● **WHAT THE TASK ASKS**
Repeat the records exactly, minus the pictures.

● **INPUT DATA**

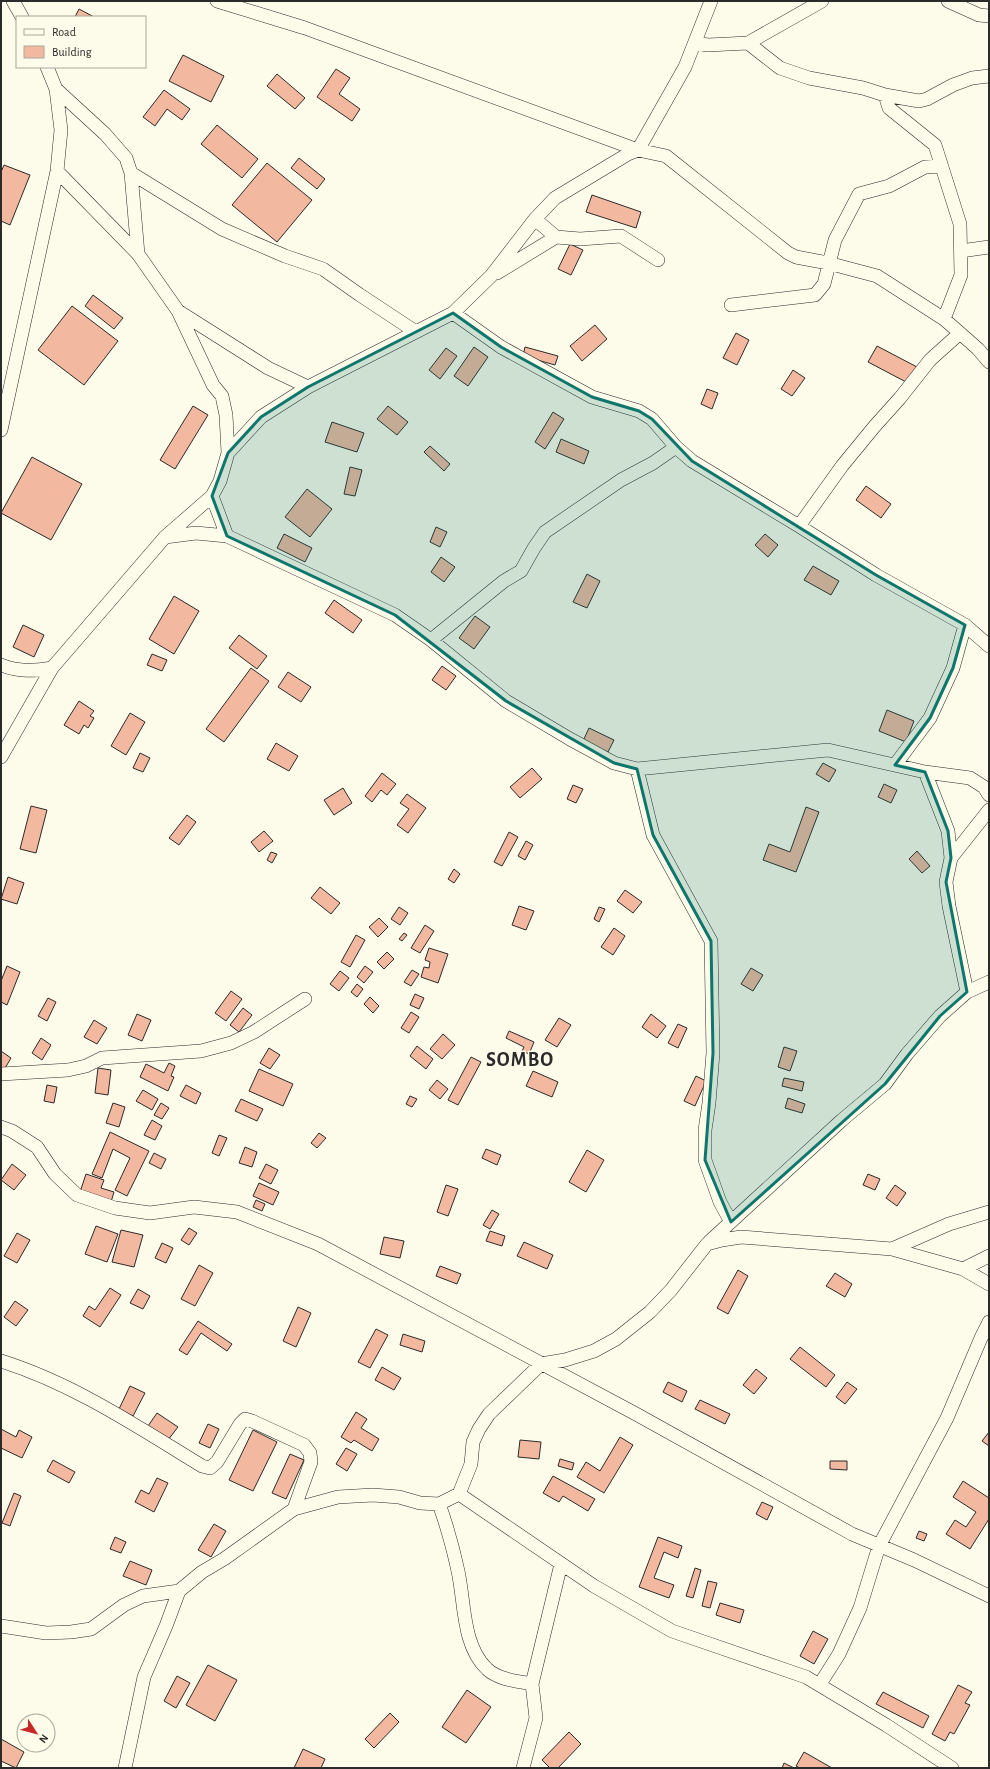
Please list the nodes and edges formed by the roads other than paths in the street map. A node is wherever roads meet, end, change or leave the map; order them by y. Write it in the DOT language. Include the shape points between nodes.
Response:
graph roads {
  1 [pos="13,1"];
  2 [pos="217,1"];
  3 [pos="711,1"];
  4 [pos="822,1"];
  5 [pos="948,1"];
  6 [pos="21,16"];
  7 [pos="989,16"];
  8 [pos="748,43"];
  9 [pos="695,44"];
  10 [pos="47,68"];
  11 [pos="989,76"];
  12 [pos="56,89"];
  13 [pos="885,95"];
  14 [pos="638,150"];
  15 [pos="941,166"];
  16 [pos="57,171"];
  17 [pos="131,173"];
  18 [pos="535,219"];
  19 [pos="556,237"];
  20 [pos="989,247"];
  21 [pos="961,251"];
  22 [pos="138,254"];
  23 [pos="658,260"];
  24 [pos="828,262"];
  25 [pos="491,276"];
  26 [pos="731,305"];
  27 [pos="178,311"];
  28 [pos="453,313"];
  29 [pos="944,319"];
  30 [pos="416,332"];
  31 [pos="960,333"];
  32 [pos="989,362"];
  33 [pos="308,387"];
  34 [pos="1,430"];
  35 [pos="676,447"];
  36 [pos="228,453"];
  37 [pos="212,496"];
  38 [pos="799,526"];
  39 [pos="227,536"];
  40 [pos="165,537"];
  41 [pos="965,625"];
  42 [pos="431,640"];
  43 [pos="989,646"];
  44 [pos="1,665"];
  45 [pos="52,668"];
  46 [pos="1,757"];
  47 [pos="895,765"];
  48 [pos="637,769"];
  49 [pos="925,772"];
  50 [pos="989,795"];
  51 [pos="989,810"];
  52 [pos="951,858"];
  53 [pos="989,982"];
  54 [pos="967,992"];
  55 [pos="305,999"];
  56 [pos="1,1074"];
  57 [pos="1,1127"];
  58 [pos="989,1212"];
  59 [pos="731,1222"];
  60 [pos="707,1244"];
  61 [pos="892,1249"];
  62 [pos="989,1256"];
  63 [pos="964,1269"];
  64 [pos="989,1284"];
  65 [pos="989,1322"];
  66 [pos="1,1361"];
  67 [pos="541,1364"];
  68 [pos="459,1494"];
  69 [pos="439,1504"];
  70 [pos="294,1509"];
  71 [pos="879,1546"];
  72 [pos="561,1564"];
  73 [pos="179,1591"];
  74 [pos="989,1596"];
  75 [pos="1,1626"];
  76 [pos="532,1684"];
  77 [pos="820,1684"];
  78 [pos="125,1768"];
  79 [pos="523,1768"];
  80 [pos="952,1768"];
  1 -- 6 [label="street"];
  2 -- 14 [label="street" via="305,28"];
  3 -- 9 [label="street"];
  4 -- 8 [label="street"];
  5 -- 7 [label="street" via="979,15"];
  8 -- 9 [label="street" via="708,46"];
  8 -- 13 [label="street" via="780,68 809,78 863,88"];
  9 -- 14 [label="street"];
  10 -- 12 [label="street"];
  11 -- 13 [label="street" via="953,85 919,102"];
  12 -- 16 [label="street" via="61,130"];
  12 -- 17 [label="street" via="117,146 126,158"];
  13 -- 15 [label="street" via="889,108 935,145"];
  14 -- 18 [label="street" via="555,198"];
  14 -- 24 [label="street" via="666,156 788,253 796,257"];
  15 -- 21 [label="street" via="960,224"];
  15 -- 24 [label="street" via="925,167 889,186 859,194 835,240"];
  16 -- 22 [label="street"];
  16 -- 34 [label="street"];
  17 -- 22 [label="street"];
  17 -- 30 [label="street" via="222,229 284,256 323,268"];
  18 -- 19 [label="street"];
  18 -- 25 [label="street"];
  19 -- 23 [label="street" via="580,239 621,236"];
  19 -- 25 [label="street"];
  20 -- 21 [label="street"];
  21 -- 29 [label="street" via="961,275"];
  22 -- 27 [label="street"];
  24 -- 26 [label="street" via="824,284 815,295"];
  24 -- 29 [label="street" via="877,276"];
  25 -- 28 [label="street"];
  27 -- 33 [label="street" via="268,368"];
  27 -- 36 [label="street" via="213,385 222,396"];
  28 -- 30 [label="street"];
  28 -- 35 [label="street" via="501,347 592,397 639,411 652,419"];
  29 -- 31 [label="street"];
  30 -- 33 [label="street"];
  31 -- 32 [label="street"];
  31 -- 38 [label="street" via="930,360 874,427"];
  33 -- 36 [label="street" via="261,417"];
  35 -- 38 [label="street" via="692,461"];
  35 -- 42 [label="street" via="621,480 545,532 521,571 504,581"];
  36 -- 37 [label="street" via="220,481"];
  37 -- 39 [label="street"];
  37 -- 40 [label="street"];
  38 -- 41 [label="street" via="876,575"];
  39 -- 40 [label="street" via="196,533"];
  39 -- 42 [label="street" via="396,615"];
  40 -- 45 [label="street"];
  41 -- 43 [label="street"];
  41 -- 47 [label="street" via="953,668 930,718"];
  42 -- 48 [label="street" via="506,701 614,763"];
  44 -- 45 [label="street" via="13,670 33,671"];
  45 -- 46 [label="street"];
  47 -- 48 [label="street" via="820,750"];
  47 -- 49 [label="street"];
  48 -- 59 [label="street" via="653,835 711,941 712,1053 705,1160 720,1202"];
  49 -- 50 [label="street" via="970,778 984,787"];
  49 -- 52 [label="street" via="948,831"];
  51 -- 52 [label="street"];
  52 -- 54 [label="street" via="946,882 948,900"];
  53 -- 54 [label="street"];
  54 -- 59 [label="street" via="940,1016 906,1054 885,1084"];
  55 -- 56 [label="street" via="254,1032 231,1043 202,1051 102,1058 86,1066 68,1070"];
  57 -- 67 [label="street" via="37,1146 56,1174 77,1195 115,1208 150,1213 194,1207 237,1212 318,1244"];
  58 -- 61 [label="street" via="949,1224"];
  59 -- 60 [label="street"];
  60 -- 61 [label="street" via="741,1237"];
  60 -- 67 [label="street" via="650,1312 616,1339 594,1351"];
  61 -- 63 [label="street"];
  62 -- 63 [label="street"];
  63 -- 64 [label="street"];
  65 -- 71 [label="street" via="947,1418"];
  66 -- 70 [label="street" via="44,1377 122,1417 202,1466 210,1468 217,1462 240,1424 246,1420 304,1445 310,1453 311,1462"];
  67 -- 68 [label="street" via="489,1414 480,1428 473,1442 471,1464"];
  67 -- 71 [label="street" via="852,1534"];
  68 -- 69 [label="street"];
  68 -- 72 [label="street"];
  69 -- 70 [label="street" via="373,1495 338,1497"];
  69 -- 76 [label="street" via="451,1541 469,1636 475,1653 487,1669 500,1677"];
  70 -- 73 [label="street" via="202,1572"];
  71 -- 74 [label="street"];
  71 -- 77 [label="street" via="858,1614 839,1654"];
  72 -- 76 [label="street"];
  72 -- 77 [label="street" via="672,1631 792,1671"];
  73 -- 75 [label="street" via="143,1596 124,1605 91,1628 71,1632 46,1633"];
  73 -- 78 [label="street" via="144,1677"];
  76 -- 79 [label="street" via="536,1718"];
  77 -- 80 [label="street"];
}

● **SOLUTION TO THIS EXERCISE**
Please list the nodes and edges formed by the roads other than paths in the street map. A node is wherever roads meet, end, change or leave the map; order them by y. Write it in the DOT language. Include the shape points between nodes.
Response:
graph roads {
  1 [pos="13,1"];
  2 [pos="217,1"];
  3 [pos="711,1"];
  4 [pos="822,1"];
  5 [pos="948,1"];
  6 [pos="21,16"];
  7 [pos="989,16"];
  8 [pos="748,43"];
  9 [pos="695,44"];
  10 [pos="47,68"];
  11 [pos="989,76"];
  12 [pos="56,89"];
  13 [pos="885,95"];
  14 [pos="638,150"];
  15 [pos="941,166"];
  16 [pos="57,171"];
  17 [pos="131,173"];
  18 [pos="535,219"];
  19 [pos="556,237"];
  20 [pos="989,247"];
  21 [pos="961,251"];
  22 [pos="138,254"];
  23 [pos="658,260"];
  24 [pos="828,262"];
  25 [pos="491,276"];
  26 [pos="731,305"];
  27 [pos="178,311"];
  28 [pos="453,313"];
  29 [pos="944,319"];
  30 [pos="416,332"];
  31 [pos="960,333"];
  32 [pos="989,362"];
  33 [pos="308,387"];
  34 [pos="1,430"];
  35 [pos="676,447"];
  36 [pos="228,453"];
  37 [pos="212,496"];
  38 [pos="799,526"];
  39 [pos="227,536"];
  40 [pos="165,537"];
  41 [pos="965,625"];
  42 [pos="431,640"];
  43 [pos="989,646"];
  44 [pos="1,665"];
  45 [pos="52,668"];
  46 [pos="1,757"];
  47 [pos="895,765"];
  48 [pos="637,769"];
  49 [pos="925,772"];
  50 [pos="989,795"];
  51 [pos="989,810"];
  52 [pos="951,858"];
  53 [pos="989,982"];
  54 [pos="967,992"];
  55 [pos="305,999"];
  56 [pos="1,1074"];
  57 [pos="1,1127"];
  58 [pos="989,1212"];
  59 [pos="731,1222"];
  60 [pos="707,1244"];
  61 [pos="892,1249"];
  62 [pos="989,1256"];
  63 [pos="964,1269"];
  64 [pos="989,1284"];
  65 [pos="989,1322"];
  66 [pos="1,1361"];
  67 [pos="541,1364"];
  68 [pos="459,1494"];
  69 [pos="439,1504"];
  70 [pos="294,1509"];
  71 [pos="879,1546"];
  72 [pos="561,1564"];
  73 [pos="179,1591"];
  74 [pos="989,1596"];
  75 [pos="1,1626"];
  76 [pos="532,1684"];
  77 [pos="820,1684"];
  78 [pos="125,1768"];
  79 [pos="523,1768"];
  80 [pos="952,1768"];
  1 -- 6 [label="street"];
  2 -- 14 [label="street" via="305,28"];
  3 -- 9 [label="street"];
  4 -- 8 [label="street"];
  5 -- 7 [label="street" via="979,15"];
  8 -- 9 [label="street" via="708,46"];
  8 -- 13 [label="street" via="780,68 809,78 863,88"];
  9 -- 14 [label="street"];
  10 -- 12 [label="street"];
  11 -- 13 [label="street" via="953,85 919,102"];
  12 -- 16 [label="street" via="61,130"];
  12 -- 17 [label="street" via="117,146 126,158"];
  13 -- 15 [label="street" via="889,108 935,145"];
  14 -- 18 [label="street" via="555,198"];
  14 -- 24 [label="street" via="666,156 788,253 796,257"];
  15 -- 21 [label="street" via="960,224"];
  15 -- 24 [label="street" via="925,167 889,186 859,194 835,240"];
  16 -- 22 [label="street"];
  16 -- 34 [label="street"];
  17 -- 22 [label="street"];
  17 -- 30 [label="street" via="222,229 284,256 323,268"];
  18 -- 19 [label="street"];
  18 -- 25 [label="street"];
  19 -- 23 [label="street" via="580,239 621,236"];
  19 -- 25 [label="street"];
  20 -- 21 [label="street"];
  21 -- 29 [label="street" via="961,275"];
  22 -- 27 [label="street"];
  24 -- 26 [label="street" via="824,284 815,295"];
  24 -- 29 [label="street" via="877,276"];
  25 -- 28 [label="street"];
  27 -- 33 [label="street" via="268,368"];
  27 -- 36 [label="street" via="213,385 222,396"];
  28 -- 30 [label="street"];
  28 -- 35 [label="street" via="501,347 592,397 639,411 652,419"];
  29 -- 31 [label="street"];
  30 -- 33 [label="street"];
  31 -- 32 [label="street"];
  31 -- 38 [label="street" via="930,360 874,427"];
  33 -- 36 [label="street" via="261,417"];
  35 -- 38 [label="street" via="692,461"];
  35 -- 42 [label="street" via="621,480 545,532 521,571 504,581"];
  36 -- 37 [label="street" via="220,481"];
  37 -- 39 [label="street"];
  37 -- 40 [label="street"];
  38 -- 41 [label="street" via="876,575"];
  39 -- 40 [label="street" via="196,533"];
  39 -- 42 [label="street" via="396,615"];
  40 -- 45 [label="street"];
  41 -- 43 [label="street"];
  41 -- 47 [label="street" via="953,668 930,718"];
  42 -- 48 [label="street" via="506,701 614,763"];
  44 -- 45 [label="street" via="13,670 33,671"];
  45 -- 46 [label="street"];
  47 -- 48 [label="street" via="820,750"];
  47 -- 49 [label="street"];
  48 -- 59 [label="street" via="653,835 711,941 712,1053 705,1160 720,1202"];
  49 -- 50 [label="street" via="970,778 984,787"];
  49 -- 52 [label="street" via="948,831"];
  51 -- 52 [label="street"];
  52 -- 54 [label="street" via="946,882 948,900"];
  53 -- 54 [label="street"];
  54 -- 59 [label="street" via="940,1016 906,1054 885,1084"];
  55 -- 56 [label="street" via="254,1032 231,1043 202,1051 102,1058 86,1066 68,1070"];
  57 -- 67 [label="street" via="37,1146 56,1174 77,1195 115,1208 150,1213 194,1207 237,1212 318,1244"];
  58 -- 61 [label="street" via="949,1224"];
  59 -- 60 [label="street"];
  60 -- 61 [label="street" via="741,1237"];
  60 -- 67 [label="street" via="650,1312 616,1339 594,1351"];
  61 -- 63 [label="street"];
  62 -- 63 [label="street"];
  63 -- 64 [label="street"];
  65 -- 71 [label="street" via="947,1418"];
  66 -- 70 [label="street" via="44,1377 122,1417 202,1466 210,1468 217,1462 240,1424 246,1420 304,1445 310,1453 311,1462"];
  67 -- 68 [label="street" via="489,1414 480,1428 473,1442 471,1464"];
  67 -- 71 [label="street" via="852,1534"];
  68 -- 69 [label="street"];
  68 -- 72 [label="street"];
  69 -- 70 [label="street" via="373,1495 338,1497"];
  69 -- 76 [label="street" via="451,1541 469,1636 475,1653 487,1669 500,1677"];
  70 -- 73 [label="street" via="202,1572"];
  71 -- 74 [label="street"];
  71 -- 77 [label="street" via="858,1614 839,1654"];
  72 -- 76 [label="street"];
  72 -- 77 [label="street" via="672,1631 792,1671"];
  73 -- 75 [label="street" via="143,1596 124,1605 91,1628 71,1632 46,1633"];
  73 -- 78 [label="street" via="144,1677"];
  76 -- 79 [label="street" via="536,1718"];
  77 -- 80 [label="street"];
}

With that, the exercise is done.